─── DATA FOR THE TASK ───

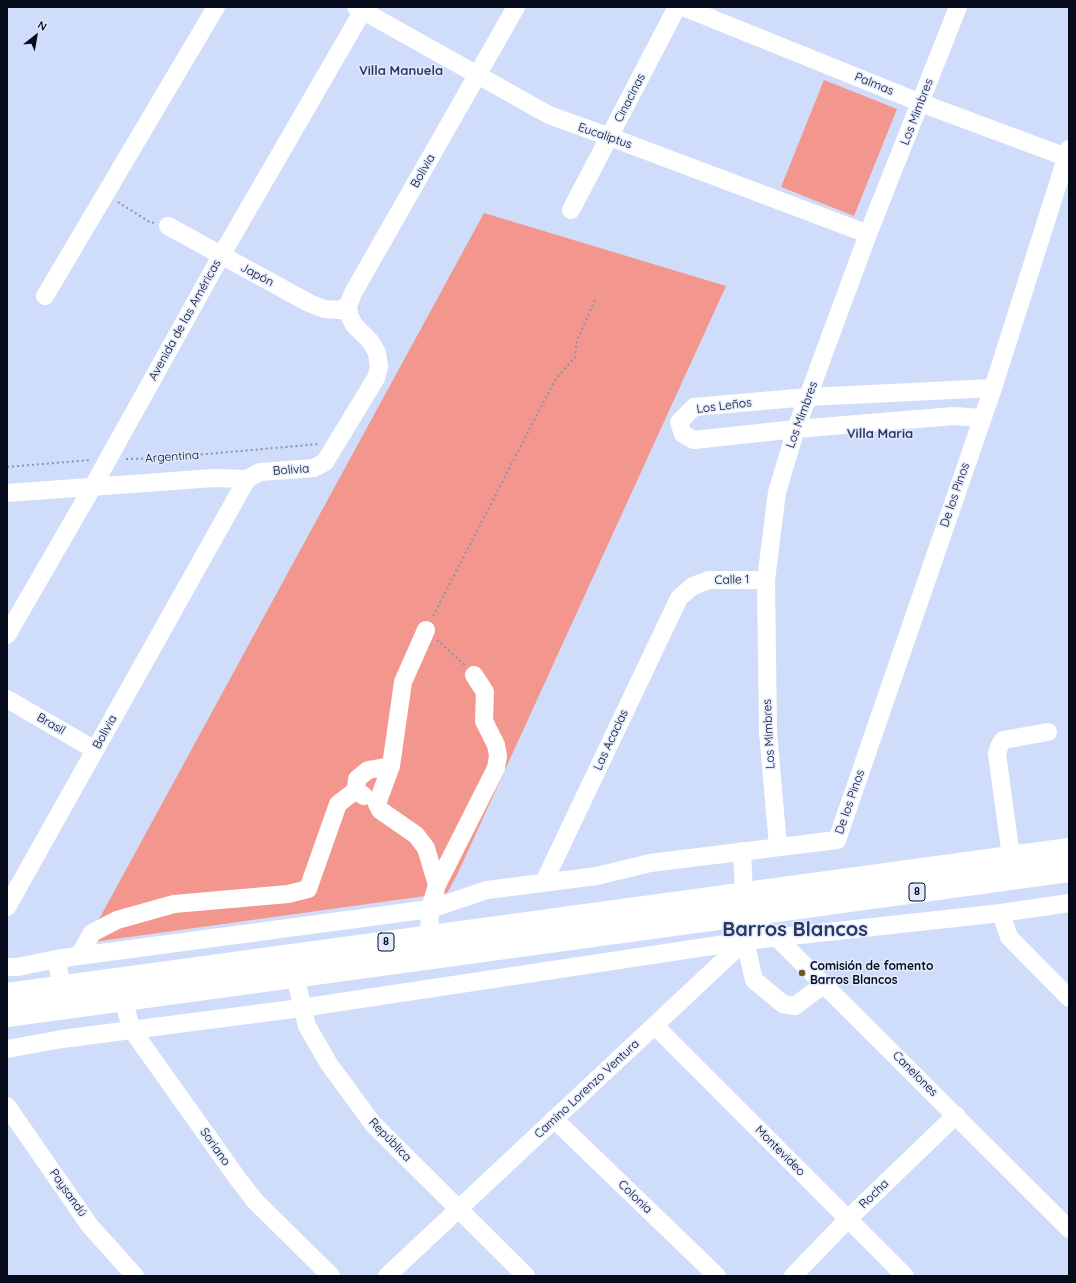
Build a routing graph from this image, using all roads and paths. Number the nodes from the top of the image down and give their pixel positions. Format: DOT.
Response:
graph roads {
  1 [pos="216,7"];
  2 [pos="516,7"];
  3 [pos="677,7"];
  4 [pos="684,7"];
  5 [pos="958,7"];
  6 [pos="362,8"];
  7 [pos="478,75"];
  8 [pos="921,103"];
  9 [pos="610,136"];
  10 [pos="1068,153"];
  11 [pos="106,194"];
  12 [pos="571,210"];
  13 [pos="168,226"];
  14 [pos="868,234"];
  15 [pos="221,256"];
  16 [pos="46,296"];
  17 [pos="595,300"];
  18 [pos="348,306"];
  19 [pos="993,388"];
  20 [pos="808,397"];
  21 [pos="982,418"];
  22 [pos="796,429"];
  23 [pos="336,445"];
  24 [pos="108,460"];
  25 [pos="7,467"];
  26 [pos="247,479"];
  27 [pos="92,488"];
  28 [pos="7,493"];
  29 [pos="766,580"];
  30 [pos="679,598"];
  31 [pos="426,630"];
  32 [pos="7,635"];
  33 [pos="474,675"];
  34 [pos="7,698"];
  35 [pos="1048,732"];
  36 [pos="95,750"];
  37 [pos="390,766"];
  38 [pos="356,790"];
  39 [pos="377,804"];
  40 [pos="778,846"];
  41 [pos="1069,849"];
  42 [pos="742,851"];
  43 [pos="1011,856"];
  44 [pos="1069,871"];
  45 [pos="544,882"];
  46 [pos="437,886"];
  47 [pos="766,891"];
  48 [pos="744,894"];
  49 [pos="1069,903"];
  50 [pos="7,907"];
  51 [pos="430,908"];
  52 [pos="1001,914"];
  53 [pos="763,917"];
  54 [pos="652,929"];
  55 [pos="429,936"];
  56 [pos="777,938"];
  57 [pos="745,941"];
  58 [pos="558,942"];
  59 [pos="655,955"];
  60 [pos="79,956"];
  61 [pos="56,959"];
  62 [pos="7,967"];
  63 [pos="562,968"];
  64 [pos="295,976"];
  65 [pos="824,984"];
  66 [pos="62,986"];
  67 [pos="7,994"];
  68 [pos="1069,998"];
  69 [pos="124,1000"];
  70 [pos="301,1008"];
  71 [pos="7,1016"];
  72 [pos="655,1026"];
  73 [pos="132,1030"];
  74 [pos="7,1050"];
  75 [pos="7,1106"];
  76 [pos="956,1115"];
  77 [pos="554,1119"];
  78 [pos="458,1209"];
  79 [pos="848,1219"];
  80 [pos="1069,1229"];
  81 [pos="134,1276"];
  82 [pos="331,1276"];
  83 [pos="387,1276"];
  84 [pos="526,1276"];
  85 [pos="717,1276"];
  86 [pos="793,1276"];
  87 [pos="905,1276"];
  1 -- 11 [label="street"];
  2 -- 7 [label="street, Bolivia"];
  3 -- 9 [label="street, Cinacinas"];
  4 -- 8 [label="street, Palmas"];
  5 -- 8 [label="street, Los Mimbres"];
  6 -- 7 [label="street, Eucaliptus"];
  6 -- 15 [label="street, Avenida de las Américas"];
  7 -- 9 [label="street, Eucaliptus"];
  7 -- 18 [label="street, Bolivia"];
  8 -- 10 [label="street, Palmas"];
  8 -- 14 [label="street, Los Mimbres"];
  9 -- 12 [label="street, Cinacinas"];
  9 -- 14 [label="street, Eucaliptus"];
  10 -- 19 [label="street, De los Pinos"];
  11 -- 13 [label="path"];
  11 -- 16 [label="street"];
  13 -- 15 [label="street, Japón"];
  14 -- 20 [label="street, Los Mimbres"];
  15 -- 18 [label="street, Japón"];
  15 -- 24 [label="street, Avenida de las Américas"];
  17 -- 31 [label="path"];
  18 -- 23 [label="street, Bolivia"];
  19 -- 20 [label="street, Los Leños"];
  19 -- 21 [label="street, De los Pinos"];
  20 -- 22 [label="street, Los Mimbres"];
  20 -- 22 [label="street, Los Leños"];
  21 -- 22 [label="street, Los Leños"];
  21 -- 40 [label="street, De los Pinos"];
  22 -- 29 [label="street, Los Mimbres"];
  23 -- 24 [label="path, Argentina"];
  23 -- 26 [label="street, Bolivia"];
  24 -- 25 [label="path, Argentina"];
  24 -- 27 [label="street, Avenida de las Américas"];
  26 -- 27 [label="street, Argentina"];
  26 -- 36 [label="street, Bolivia"];
  27 -- 28 [label="street, Argentina"];
  27 -- 32 [label="street, Avenida de las Américas"];
  29 -- 30 [label="street, Calle 1"];
  29 -- 40 [label="street, Los Mimbres"];
  30 -- 45 [label="street, Las Acacias"];
  31 -- 33 [label="path"];
  31 -- 37 [label="street"];
  33 -- 46 [label="street"];
  34 -- 36 [label="street, Brasil"];
  35 -- 43 [label="street"];
  36 -- 50 [label="street, Bolivia"];
  37 -- 38 [label="street"];
  37 -- 39 [label="street"];
  38 -- 39 [label="street"];
  38 -- 60 [label="street"];
  39 -- 46 [label="street"];
  40 -- 42 [label="street"];
  41 -- 43 [label="highway, 8"];
  42 -- 45 [label="street"];
  42 -- 48 [label="street"];
  43 -- 47 [label="highway, 8"];
  44 -- 53 [label="highway, 8"];
  45 -- 51 [label="street"];
  46 -- 51 [label="street"];
  47 -- 48 [label="highway, 8"];
  47 -- 53 [label="street"];
  48 -- 55 [label="highway, 8"];
  49 -- 52 [label="street"];
  51 -- 55 [label="street"];
  51 -- 60 [label="street"];
  52 -- 56 [label="street"];
  52 -- 68 [label="street"];
  53 -- 54 [label="highway, 8"];
  53 -- 56 [label="street, Canelones"];
  53 -- 57 [label="street, Camino Lorenzo Ventura"];
  54 -- 58 [label="highway, 8"];
  54 -- 59 [label="street"];
  55 -- 66 [label="highway, 8"];
  56 -- 57 [label="street"];
  56 -- 65 [label="street, Canelones"];
  57 -- 59 [label="street"];
  57 -- 65 [label="street"];
  57 -- 72 [label="street, Camino Lorenzo Ventura"];
  58 -- 63 [label="street"];
  58 -- 64 [label="highway, 8"];
  59 -- 63 [label="street"];
  60 -- 61 [label="street"];
  61 -- 62 [label="street"];
  61 -- 66 [label="street"];
  63 -- 70 [label="street"];
  64 -- 69 [label="highway, 8"];
  64 -- 70 [label="street, República"];
  65 -- 76 [label="street, Canelones"];
  66 -- 67 [label="highway, 8"];
  69 -- 71 [label="highway, 8"];
  69 -- 73 [label="street, Soriano"];
  70 -- 73 [label="street"];
  70 -- 78 [label="street, República"];
  72 -- 77 [label="street, Camino Lorenzo Ventura"];
  72 -- 79 [label="street, Montevideo"];
  73 -- 74 [label="street"];
  73 -- 82 [label="street, Soriano"];
  75 -- 81 [label="street, Paysandú"];
  76 -- 79 [label="street, Rocha"];
  76 -- 80 [label="street, Canelones"];
  77 -- 78 [label="street, Camino Lorenzo Ventura"];
  77 -- 85 [label="street, Colonia"];
  78 -- 83 [label="street, Camino Lorenzo Ventura"];
  78 -- 84 [label="street, República"];
  79 -- 86 [label="street, Rocha"];
  79 -- 87 [label="street, Montevideo"];
}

───

### WORK ORDER
When a line in the material above holds the word "Ventura", copy that line.

### ANSWER TO THE PROBLEM
  53 -- 57 [label="street, Camino Lorenzo Ventura"];
  57 -- 72 [label="street, Camino Lorenzo Ventura"];
  72 -- 77 [label="street, Camino Lorenzo Ventura"];
  77 -- 78 [label="street, Camino Lorenzo Ventura"];
  78 -- 83 [label="street, Camino Lorenzo Ventura"];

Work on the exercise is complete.